▸ **Task item**: Although the records contain pictures, only their text should be reproduced, exactly as written.

————————

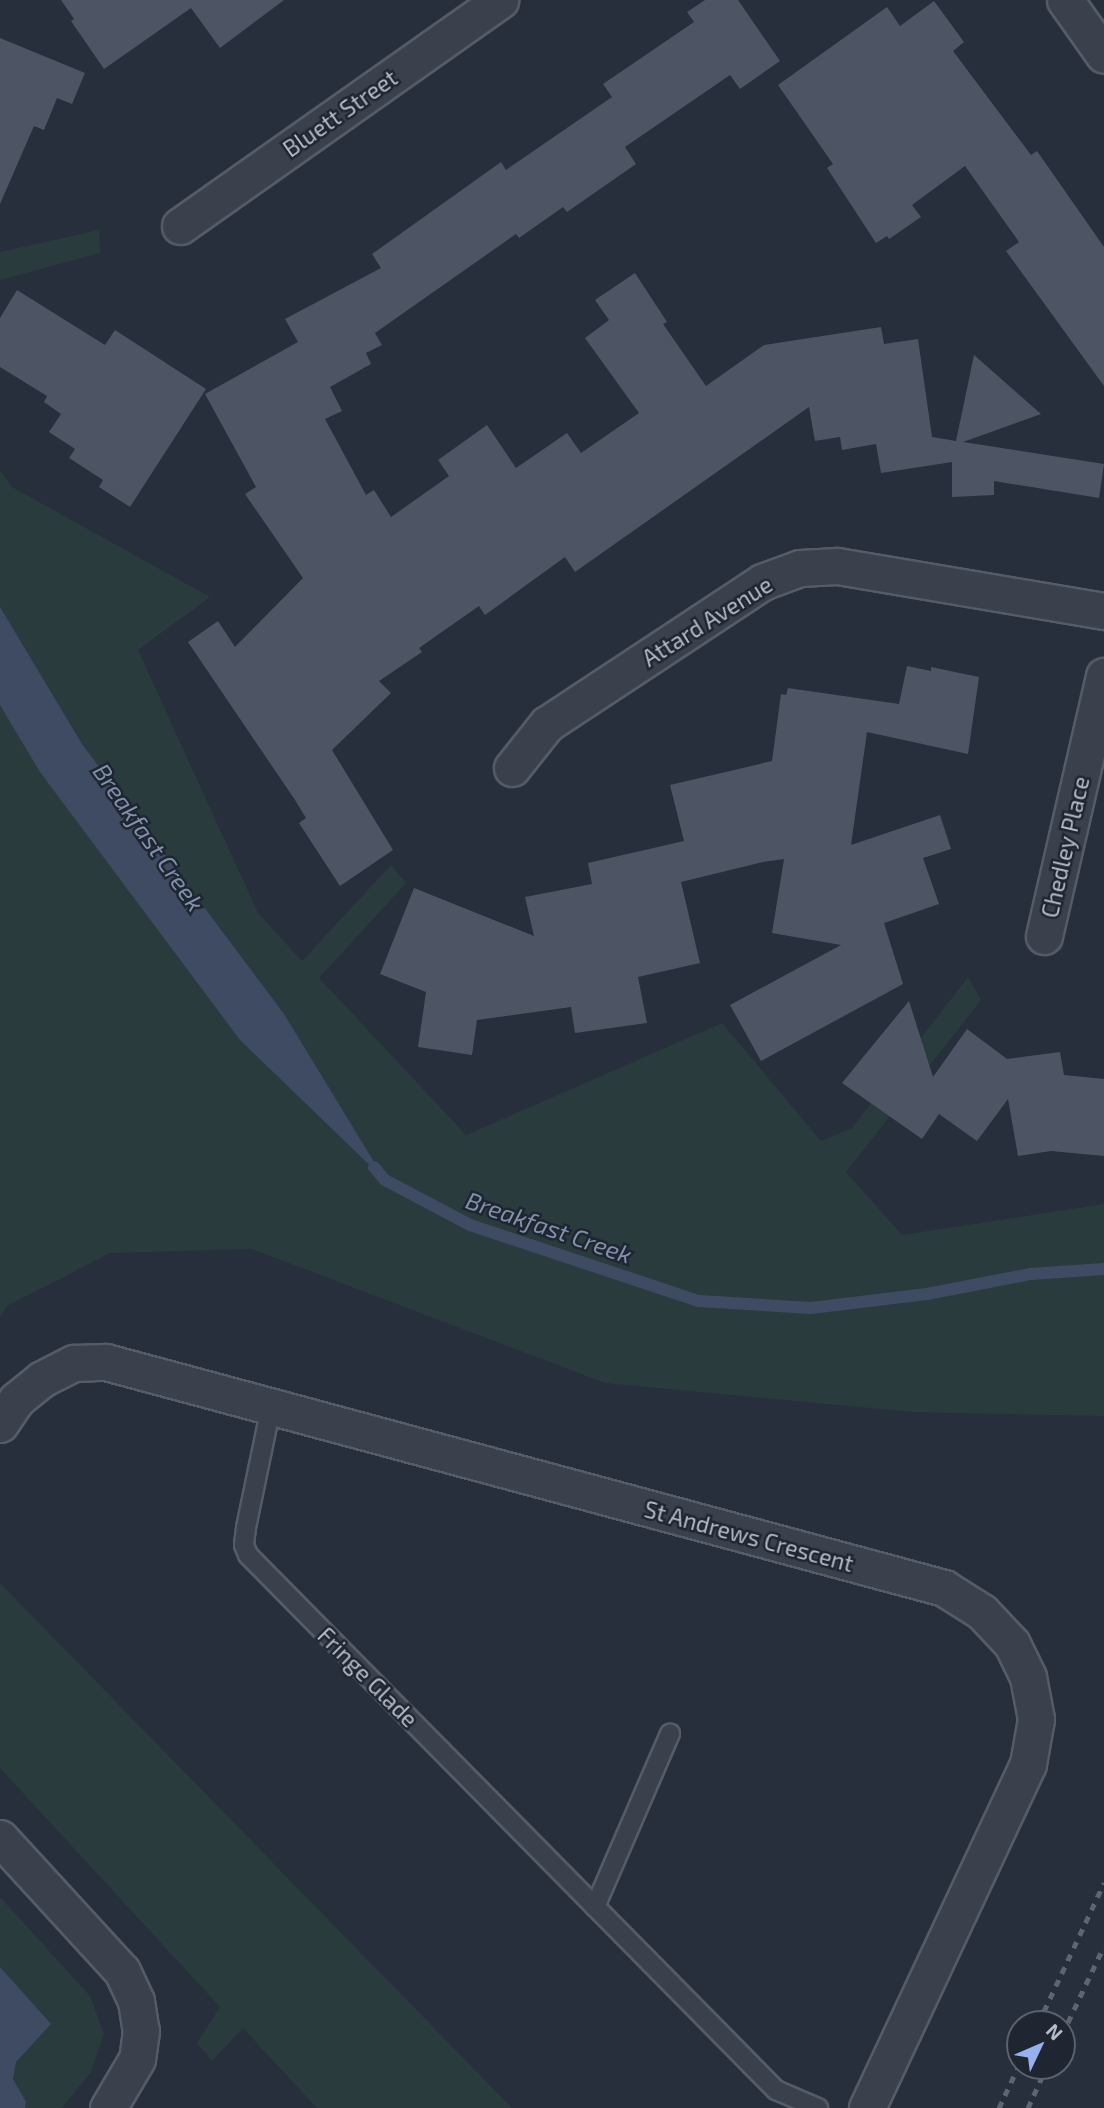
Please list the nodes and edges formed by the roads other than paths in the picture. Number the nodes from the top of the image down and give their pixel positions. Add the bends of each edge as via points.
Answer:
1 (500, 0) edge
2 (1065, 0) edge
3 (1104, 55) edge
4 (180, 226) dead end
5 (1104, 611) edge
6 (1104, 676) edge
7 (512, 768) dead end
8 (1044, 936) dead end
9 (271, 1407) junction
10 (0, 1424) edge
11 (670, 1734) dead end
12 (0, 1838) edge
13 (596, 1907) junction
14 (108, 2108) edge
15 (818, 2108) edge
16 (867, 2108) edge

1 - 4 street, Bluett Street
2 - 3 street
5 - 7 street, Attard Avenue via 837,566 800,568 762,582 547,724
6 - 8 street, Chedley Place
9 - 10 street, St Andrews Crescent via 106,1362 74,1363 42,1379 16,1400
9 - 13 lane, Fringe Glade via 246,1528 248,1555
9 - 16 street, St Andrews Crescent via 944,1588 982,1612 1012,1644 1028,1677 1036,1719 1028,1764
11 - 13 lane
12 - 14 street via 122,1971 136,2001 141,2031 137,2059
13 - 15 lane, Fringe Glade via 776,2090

————————

▸ **Reply to the exercise**:
Please list the nodes and edges formed by the roads other than paths in the picture. Number the nodes from the top of the image down and give their pixel positions. Add the bends of each edge as via points.
Answer:
1 (500, 0) edge
2 (1065, 0) edge
3 (1104, 55) edge
4 (180, 226) dead end
5 (1104, 611) edge
6 (1104, 676) edge
7 (512, 768) dead end
8 (1044, 936) dead end
9 (271, 1407) junction
10 (0, 1424) edge
11 (670, 1734) dead end
12 (0, 1838) edge
13 (596, 1907) junction
14 (108, 2108) edge
15 (818, 2108) edge
16 (867, 2108) edge

1 - 4 street, Bluett Street
2 - 3 street
5 - 7 street, Attard Avenue via 837,566 800,568 762,582 547,724
6 - 8 street, Chedley Place
9 - 10 street, St Andrews Crescent via 106,1362 74,1363 42,1379 16,1400
9 - 13 lane, Fringe Glade via 246,1528 248,1555
9 - 16 street, St Andrews Crescent via 944,1588 982,1612 1012,1644 1028,1677 1036,1719 1028,1764
11 - 13 lane
12 - 14 street via 122,1971 136,2001 141,2031 137,2059
13 - 15 lane, Fringe Glade via 776,2090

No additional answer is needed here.